A Random Act of Kindness for People Who Hate Change

27 Feb

Old Man Reading Newspaper_opt

I hurt myself while performing a good deed this morning. Oh, stop crying–I’m okay. I didn’t mean “seriously” hurt. It’s just your average bump-your-leg kind of deal. Jeez.

Here’s some background:

An elderly couple in our neighborhood receives two daily ANALOG, finger-staining newspapers. Each morning I walk the dogs by their house and notice the papers in the most random spots. I’ll see the newspaper in the blue plastic way over there and the newspaper in pink plastic way over there. (I’m pointing to the opposite end of the yard.) The next day they could be switched. It leaves me wondering if monkeys are delivering the news in my neighborhood.

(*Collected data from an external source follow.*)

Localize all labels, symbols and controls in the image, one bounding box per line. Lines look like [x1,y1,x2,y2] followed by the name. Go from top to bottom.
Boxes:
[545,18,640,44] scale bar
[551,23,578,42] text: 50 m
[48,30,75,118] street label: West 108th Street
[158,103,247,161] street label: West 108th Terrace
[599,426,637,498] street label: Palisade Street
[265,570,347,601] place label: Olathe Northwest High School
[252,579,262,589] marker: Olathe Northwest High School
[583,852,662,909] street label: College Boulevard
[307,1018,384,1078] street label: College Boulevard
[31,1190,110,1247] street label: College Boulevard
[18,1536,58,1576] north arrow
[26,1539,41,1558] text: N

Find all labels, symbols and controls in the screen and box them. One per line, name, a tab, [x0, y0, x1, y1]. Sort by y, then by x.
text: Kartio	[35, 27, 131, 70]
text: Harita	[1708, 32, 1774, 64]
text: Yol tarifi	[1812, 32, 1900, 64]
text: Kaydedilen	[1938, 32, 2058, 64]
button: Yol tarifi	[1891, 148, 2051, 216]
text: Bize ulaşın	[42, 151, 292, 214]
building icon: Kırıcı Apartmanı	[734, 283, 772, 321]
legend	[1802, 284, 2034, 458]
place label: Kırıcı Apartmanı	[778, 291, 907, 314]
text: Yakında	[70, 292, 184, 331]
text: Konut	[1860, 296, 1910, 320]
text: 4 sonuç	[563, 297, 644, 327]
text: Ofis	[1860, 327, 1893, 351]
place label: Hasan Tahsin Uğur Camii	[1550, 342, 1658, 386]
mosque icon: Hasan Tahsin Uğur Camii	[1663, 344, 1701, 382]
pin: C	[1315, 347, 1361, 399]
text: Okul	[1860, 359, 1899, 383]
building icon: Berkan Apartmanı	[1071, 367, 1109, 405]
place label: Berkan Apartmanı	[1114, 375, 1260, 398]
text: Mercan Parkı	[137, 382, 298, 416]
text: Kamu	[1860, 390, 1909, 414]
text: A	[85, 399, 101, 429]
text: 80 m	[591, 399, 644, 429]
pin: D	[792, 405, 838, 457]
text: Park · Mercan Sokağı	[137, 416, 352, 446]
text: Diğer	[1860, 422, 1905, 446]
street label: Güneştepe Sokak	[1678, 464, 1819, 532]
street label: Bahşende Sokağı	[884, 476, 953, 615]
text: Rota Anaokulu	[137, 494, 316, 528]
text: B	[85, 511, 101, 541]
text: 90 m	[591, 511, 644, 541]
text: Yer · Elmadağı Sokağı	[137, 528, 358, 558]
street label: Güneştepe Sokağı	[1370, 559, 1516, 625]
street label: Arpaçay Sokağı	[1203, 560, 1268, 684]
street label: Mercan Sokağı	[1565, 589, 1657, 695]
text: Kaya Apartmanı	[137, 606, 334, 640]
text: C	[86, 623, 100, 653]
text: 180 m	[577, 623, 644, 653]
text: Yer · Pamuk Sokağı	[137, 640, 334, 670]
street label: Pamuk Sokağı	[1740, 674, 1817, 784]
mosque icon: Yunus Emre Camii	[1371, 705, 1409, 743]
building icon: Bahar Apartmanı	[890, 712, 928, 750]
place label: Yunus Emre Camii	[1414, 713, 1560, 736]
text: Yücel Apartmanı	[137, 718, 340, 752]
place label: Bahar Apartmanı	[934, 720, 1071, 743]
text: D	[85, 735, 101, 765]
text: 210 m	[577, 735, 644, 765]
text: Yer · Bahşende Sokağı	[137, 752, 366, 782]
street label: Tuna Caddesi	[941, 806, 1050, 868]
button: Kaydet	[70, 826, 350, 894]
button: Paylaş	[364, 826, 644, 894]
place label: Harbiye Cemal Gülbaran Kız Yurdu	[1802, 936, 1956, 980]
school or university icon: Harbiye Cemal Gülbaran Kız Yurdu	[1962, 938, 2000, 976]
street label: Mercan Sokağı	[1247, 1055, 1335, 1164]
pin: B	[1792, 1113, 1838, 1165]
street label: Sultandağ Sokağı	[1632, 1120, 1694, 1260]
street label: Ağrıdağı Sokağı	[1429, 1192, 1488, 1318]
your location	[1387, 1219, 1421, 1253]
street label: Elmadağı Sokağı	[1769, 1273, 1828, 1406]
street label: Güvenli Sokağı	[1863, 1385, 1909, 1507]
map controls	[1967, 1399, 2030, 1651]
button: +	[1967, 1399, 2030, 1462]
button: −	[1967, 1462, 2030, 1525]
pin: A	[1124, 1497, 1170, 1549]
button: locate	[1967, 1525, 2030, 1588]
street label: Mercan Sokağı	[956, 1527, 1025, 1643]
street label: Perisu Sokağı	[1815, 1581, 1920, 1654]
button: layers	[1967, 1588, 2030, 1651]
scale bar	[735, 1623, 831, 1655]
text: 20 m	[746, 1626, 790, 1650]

It would be nice if the two newspapers were always nestled together to be scooped up in one creaky elderly motion. The yard slopes severely towards the road, and the four legs in that house must be shot all to hell at this point. One day I’m afraid I’ll find one of them lying face first on the sidewalk in a puddle of blood.

But once in awhile–today, for example–the paper is within my reach. As the dogs urinated on a pile of dirty snow, I leaned over their little retaining wall and reeeeached–almost got it!–and cracked my goddam shin. With clenched teeth I straightened and flung the paper 15 feet towards the house. The paper somersaulted four times and landed with a thunk right up against the other paper. I really wanted to do some fist pumps and pretend I hit the game winner against the Heat, but my leg hurt.

As I finished my walk (with a slight limp), I couldn’t help thinking that if they were my parents I would buy them tablets and digital subscriptions. Then I would train them how to use them. I would say something like this:

Okay guys, I know you’re old and you hate change but this is 2013–you’re the last ones left receiving “paper” news, so I got you tablet computers. When you wake up the news is waiting for you. You just turn it on! No more going outside to hunt for your newspapers. And look–see there!–you can make the words as big as you need ’em for your failing eyes.

Then they would thank me and hug me for an hour and I would leave and they would never cancel their home delivery and they would use their iPad minis as coasters.

And then their thoughtful, clumsy neighbor would continue to kill himself trying to be kind.